We started in drizzle but that didn’t stop Ed Drewitt, our narrator for the journey, from pointing out flyover redwings in the heart of Bristol. Indeed the wintering thrushes were ever present and must have numbered in the hundreds, so I was adding them to almost every local list I keep. Likewise redshanks and grey herons.
Another surprise was a great black-backed gull perched at Cumberland Basin. I didn’t realise they came that far into town. We also picked common sandpipers up along the length of the river. They’re not so obvious without being out on the water.
The weather improved and the sun came out. Near Pill a jay flew over, which leads me to a brief mention of a new species for Bedminster: one bounded across the tree tops at Parson Street station on Wednesday morning. In flight it was obvious but perched, as it started, on a TV aerial the bird looked mainly collared dove. But not quite all collared dove, which is why I scrutinised it and caught it take off.
Of course jays are busy this time of year stashing acorns for the winter to come, so they’re easy to see. The individual at Pill could have been on this sort of mission from the wooded North Somerset side of the Avon.

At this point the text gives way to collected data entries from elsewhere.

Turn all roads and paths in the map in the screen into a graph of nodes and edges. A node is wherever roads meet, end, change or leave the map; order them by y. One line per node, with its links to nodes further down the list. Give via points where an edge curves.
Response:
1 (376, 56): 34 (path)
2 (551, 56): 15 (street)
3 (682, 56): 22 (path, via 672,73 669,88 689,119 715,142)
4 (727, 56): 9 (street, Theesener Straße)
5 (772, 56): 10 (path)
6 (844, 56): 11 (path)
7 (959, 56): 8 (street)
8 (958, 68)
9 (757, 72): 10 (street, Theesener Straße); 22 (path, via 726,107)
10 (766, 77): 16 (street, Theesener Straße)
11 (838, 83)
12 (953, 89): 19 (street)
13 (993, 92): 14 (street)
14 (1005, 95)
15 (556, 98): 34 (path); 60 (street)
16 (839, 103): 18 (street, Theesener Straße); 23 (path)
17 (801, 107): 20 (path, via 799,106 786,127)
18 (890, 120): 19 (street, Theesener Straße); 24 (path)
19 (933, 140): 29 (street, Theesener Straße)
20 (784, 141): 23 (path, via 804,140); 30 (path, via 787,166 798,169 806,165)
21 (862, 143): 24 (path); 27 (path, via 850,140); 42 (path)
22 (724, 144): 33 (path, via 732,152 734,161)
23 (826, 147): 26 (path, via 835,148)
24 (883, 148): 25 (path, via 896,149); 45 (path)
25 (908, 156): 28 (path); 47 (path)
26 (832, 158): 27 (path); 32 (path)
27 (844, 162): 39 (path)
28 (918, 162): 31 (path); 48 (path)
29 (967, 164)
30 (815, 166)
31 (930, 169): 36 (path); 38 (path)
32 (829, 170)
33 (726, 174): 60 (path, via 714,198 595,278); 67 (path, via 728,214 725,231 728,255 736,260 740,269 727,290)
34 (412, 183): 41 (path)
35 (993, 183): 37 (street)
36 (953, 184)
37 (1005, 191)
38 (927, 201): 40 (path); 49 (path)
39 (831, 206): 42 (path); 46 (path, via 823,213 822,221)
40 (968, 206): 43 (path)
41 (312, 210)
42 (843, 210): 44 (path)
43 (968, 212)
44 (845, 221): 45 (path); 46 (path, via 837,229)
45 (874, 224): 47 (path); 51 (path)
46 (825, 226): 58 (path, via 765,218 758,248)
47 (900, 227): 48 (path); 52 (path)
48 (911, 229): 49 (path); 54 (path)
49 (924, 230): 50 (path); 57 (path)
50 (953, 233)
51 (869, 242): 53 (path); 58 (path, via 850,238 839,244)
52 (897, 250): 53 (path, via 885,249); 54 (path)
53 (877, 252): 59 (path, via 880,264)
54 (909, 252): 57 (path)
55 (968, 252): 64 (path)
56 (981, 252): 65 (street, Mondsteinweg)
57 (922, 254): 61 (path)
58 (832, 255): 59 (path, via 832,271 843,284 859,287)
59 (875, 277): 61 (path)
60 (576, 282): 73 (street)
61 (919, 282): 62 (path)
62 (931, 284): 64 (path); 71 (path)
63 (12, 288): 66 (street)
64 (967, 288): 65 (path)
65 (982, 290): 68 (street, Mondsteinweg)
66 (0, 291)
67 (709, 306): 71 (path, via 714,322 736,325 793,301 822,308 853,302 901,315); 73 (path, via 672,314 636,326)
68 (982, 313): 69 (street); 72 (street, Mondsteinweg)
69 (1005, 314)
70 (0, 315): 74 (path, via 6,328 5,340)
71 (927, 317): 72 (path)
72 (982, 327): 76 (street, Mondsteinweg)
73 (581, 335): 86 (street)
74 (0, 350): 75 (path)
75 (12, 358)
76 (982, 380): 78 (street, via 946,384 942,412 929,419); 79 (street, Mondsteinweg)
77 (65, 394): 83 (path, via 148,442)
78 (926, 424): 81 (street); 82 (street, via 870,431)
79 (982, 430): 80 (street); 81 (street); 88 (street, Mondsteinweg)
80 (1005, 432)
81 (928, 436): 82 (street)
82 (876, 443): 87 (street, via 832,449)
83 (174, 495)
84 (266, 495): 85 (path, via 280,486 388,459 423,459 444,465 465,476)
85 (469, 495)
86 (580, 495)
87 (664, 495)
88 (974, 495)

A sharp-eyed passenger found the first of three peregrine falcons on a warehouse at Avonmouth. The second was loafing near the Suspension Bridge and I (yes, me) was about the only person on to one gliding behind the Create Centre, which puts it on the New Cut list.
A final species worthy of mention was a juvenile common gull (not so common!), which Ed again identified. Good thing he was there!
So, anyone who poo-poos a jaunt along the upper reaches of the River Avon as an unglamorous sortie, shouldn’t. No megas, but plenty of interest.